_Stored items_
____

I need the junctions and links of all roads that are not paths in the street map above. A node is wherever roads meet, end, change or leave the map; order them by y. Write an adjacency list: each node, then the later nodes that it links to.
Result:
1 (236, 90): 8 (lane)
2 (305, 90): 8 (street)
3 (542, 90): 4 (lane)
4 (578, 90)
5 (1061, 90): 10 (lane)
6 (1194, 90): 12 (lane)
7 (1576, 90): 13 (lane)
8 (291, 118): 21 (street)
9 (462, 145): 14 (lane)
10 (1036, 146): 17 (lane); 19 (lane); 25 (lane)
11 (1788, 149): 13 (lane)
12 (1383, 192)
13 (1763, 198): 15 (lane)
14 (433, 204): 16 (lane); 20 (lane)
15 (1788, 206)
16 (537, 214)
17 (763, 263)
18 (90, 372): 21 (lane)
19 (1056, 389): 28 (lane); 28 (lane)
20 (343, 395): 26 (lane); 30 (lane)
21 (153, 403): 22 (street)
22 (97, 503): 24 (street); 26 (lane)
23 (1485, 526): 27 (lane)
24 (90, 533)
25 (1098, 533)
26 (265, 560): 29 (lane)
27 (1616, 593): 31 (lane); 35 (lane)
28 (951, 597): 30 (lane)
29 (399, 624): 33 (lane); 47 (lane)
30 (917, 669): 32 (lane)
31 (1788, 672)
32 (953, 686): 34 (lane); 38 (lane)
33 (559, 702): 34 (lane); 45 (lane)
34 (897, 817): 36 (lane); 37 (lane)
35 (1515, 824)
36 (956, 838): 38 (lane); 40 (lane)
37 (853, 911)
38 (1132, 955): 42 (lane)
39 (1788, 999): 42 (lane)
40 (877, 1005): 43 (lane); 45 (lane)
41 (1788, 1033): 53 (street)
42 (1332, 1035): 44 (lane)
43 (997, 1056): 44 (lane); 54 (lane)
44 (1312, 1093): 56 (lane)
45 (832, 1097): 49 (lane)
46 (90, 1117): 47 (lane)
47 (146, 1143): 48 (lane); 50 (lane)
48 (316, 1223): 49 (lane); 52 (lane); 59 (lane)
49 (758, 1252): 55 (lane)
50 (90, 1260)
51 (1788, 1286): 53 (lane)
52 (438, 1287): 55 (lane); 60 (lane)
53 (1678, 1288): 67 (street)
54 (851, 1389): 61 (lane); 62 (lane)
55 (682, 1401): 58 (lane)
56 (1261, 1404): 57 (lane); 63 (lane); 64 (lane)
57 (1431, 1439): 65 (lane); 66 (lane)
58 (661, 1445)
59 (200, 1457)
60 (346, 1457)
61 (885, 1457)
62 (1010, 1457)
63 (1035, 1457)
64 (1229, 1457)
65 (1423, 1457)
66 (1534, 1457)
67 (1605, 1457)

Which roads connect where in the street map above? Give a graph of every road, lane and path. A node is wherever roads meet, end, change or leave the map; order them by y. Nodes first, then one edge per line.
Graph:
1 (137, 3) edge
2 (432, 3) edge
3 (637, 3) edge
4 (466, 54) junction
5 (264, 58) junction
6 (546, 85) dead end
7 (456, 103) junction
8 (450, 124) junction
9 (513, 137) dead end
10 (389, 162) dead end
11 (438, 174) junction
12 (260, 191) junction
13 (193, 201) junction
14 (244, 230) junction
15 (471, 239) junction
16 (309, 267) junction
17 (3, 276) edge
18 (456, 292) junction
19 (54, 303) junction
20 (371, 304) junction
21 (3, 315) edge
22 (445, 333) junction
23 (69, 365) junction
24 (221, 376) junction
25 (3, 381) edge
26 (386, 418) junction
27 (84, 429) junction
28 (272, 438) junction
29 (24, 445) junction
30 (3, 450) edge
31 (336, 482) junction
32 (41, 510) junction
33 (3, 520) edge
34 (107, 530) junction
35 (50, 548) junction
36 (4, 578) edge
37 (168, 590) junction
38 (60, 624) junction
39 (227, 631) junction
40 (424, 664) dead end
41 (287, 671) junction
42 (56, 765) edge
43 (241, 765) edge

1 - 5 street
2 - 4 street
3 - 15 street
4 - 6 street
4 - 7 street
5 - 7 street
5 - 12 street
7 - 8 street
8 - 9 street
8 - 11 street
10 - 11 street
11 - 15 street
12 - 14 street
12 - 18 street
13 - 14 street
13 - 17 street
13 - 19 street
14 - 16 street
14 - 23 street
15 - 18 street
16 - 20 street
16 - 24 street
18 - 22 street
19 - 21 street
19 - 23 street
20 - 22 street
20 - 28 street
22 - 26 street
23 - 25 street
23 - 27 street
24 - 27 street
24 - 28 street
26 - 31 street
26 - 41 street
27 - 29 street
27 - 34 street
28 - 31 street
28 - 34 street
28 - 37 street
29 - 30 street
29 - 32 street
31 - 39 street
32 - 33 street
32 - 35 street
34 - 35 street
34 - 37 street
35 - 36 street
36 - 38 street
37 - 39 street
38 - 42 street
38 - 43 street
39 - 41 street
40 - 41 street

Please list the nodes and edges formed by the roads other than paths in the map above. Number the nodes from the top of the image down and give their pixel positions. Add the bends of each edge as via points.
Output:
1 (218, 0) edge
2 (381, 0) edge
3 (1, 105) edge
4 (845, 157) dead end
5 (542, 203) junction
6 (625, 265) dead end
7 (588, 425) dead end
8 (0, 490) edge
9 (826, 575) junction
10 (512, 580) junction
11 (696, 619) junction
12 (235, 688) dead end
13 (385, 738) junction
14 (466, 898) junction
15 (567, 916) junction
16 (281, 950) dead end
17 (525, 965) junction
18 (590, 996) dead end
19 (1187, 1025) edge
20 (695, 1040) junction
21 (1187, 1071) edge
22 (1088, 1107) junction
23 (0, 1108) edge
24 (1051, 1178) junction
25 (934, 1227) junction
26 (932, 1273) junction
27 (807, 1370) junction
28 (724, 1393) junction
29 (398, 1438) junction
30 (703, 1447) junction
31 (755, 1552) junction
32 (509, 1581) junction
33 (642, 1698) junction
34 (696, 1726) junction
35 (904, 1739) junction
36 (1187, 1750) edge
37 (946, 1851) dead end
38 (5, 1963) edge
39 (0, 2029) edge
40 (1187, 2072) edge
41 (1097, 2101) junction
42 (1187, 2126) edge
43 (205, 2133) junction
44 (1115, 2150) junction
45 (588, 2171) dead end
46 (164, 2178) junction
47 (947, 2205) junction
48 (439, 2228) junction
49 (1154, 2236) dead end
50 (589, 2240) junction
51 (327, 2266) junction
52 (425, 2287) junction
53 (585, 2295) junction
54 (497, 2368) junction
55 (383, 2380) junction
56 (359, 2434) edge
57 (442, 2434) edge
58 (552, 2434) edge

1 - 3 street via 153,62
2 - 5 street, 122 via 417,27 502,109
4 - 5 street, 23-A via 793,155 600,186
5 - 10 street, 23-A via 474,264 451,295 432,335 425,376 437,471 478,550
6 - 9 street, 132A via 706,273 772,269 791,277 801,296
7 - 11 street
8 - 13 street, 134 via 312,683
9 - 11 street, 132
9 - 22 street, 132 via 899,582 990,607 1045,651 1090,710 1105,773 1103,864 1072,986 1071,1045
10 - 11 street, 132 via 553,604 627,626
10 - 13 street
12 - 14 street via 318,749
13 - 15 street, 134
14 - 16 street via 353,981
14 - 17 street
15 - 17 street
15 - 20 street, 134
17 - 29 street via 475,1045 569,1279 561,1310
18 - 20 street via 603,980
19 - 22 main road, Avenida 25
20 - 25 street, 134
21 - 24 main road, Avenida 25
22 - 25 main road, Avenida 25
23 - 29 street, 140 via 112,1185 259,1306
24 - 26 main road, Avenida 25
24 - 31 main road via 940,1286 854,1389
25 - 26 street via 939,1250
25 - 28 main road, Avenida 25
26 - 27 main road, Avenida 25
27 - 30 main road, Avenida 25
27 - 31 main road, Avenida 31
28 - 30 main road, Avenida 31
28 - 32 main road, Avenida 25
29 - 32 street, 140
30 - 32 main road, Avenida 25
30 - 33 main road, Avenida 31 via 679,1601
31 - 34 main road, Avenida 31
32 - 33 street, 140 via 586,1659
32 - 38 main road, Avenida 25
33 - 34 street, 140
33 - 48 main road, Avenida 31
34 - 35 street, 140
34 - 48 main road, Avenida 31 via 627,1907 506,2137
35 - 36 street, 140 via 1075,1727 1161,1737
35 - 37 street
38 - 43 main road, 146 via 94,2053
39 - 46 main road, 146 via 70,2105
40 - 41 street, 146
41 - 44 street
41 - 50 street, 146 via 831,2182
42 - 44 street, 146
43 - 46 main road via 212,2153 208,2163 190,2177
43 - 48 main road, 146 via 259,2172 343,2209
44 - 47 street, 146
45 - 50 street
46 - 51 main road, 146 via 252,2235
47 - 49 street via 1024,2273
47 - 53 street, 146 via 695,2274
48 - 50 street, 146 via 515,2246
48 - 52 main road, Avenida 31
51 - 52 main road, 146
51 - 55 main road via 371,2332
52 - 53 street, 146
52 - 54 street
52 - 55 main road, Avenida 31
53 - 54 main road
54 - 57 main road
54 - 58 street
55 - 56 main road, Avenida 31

____

_About this exercise_
The lines to return are those in the entries above that include "then".

_Final answer_
I need the junctions and links of all roads that are not paths in the street map above. A node is wherever roads meet, end, change or leave the map; order them by y. Write an adjacency list: each node, then the later nodes that it links to.
Which roads connect where in the street map above? Give a graph of every road, lane and path. A node is wherever roads meet, end, change or leave the map; order them by y. Nodes first, then one edge per line.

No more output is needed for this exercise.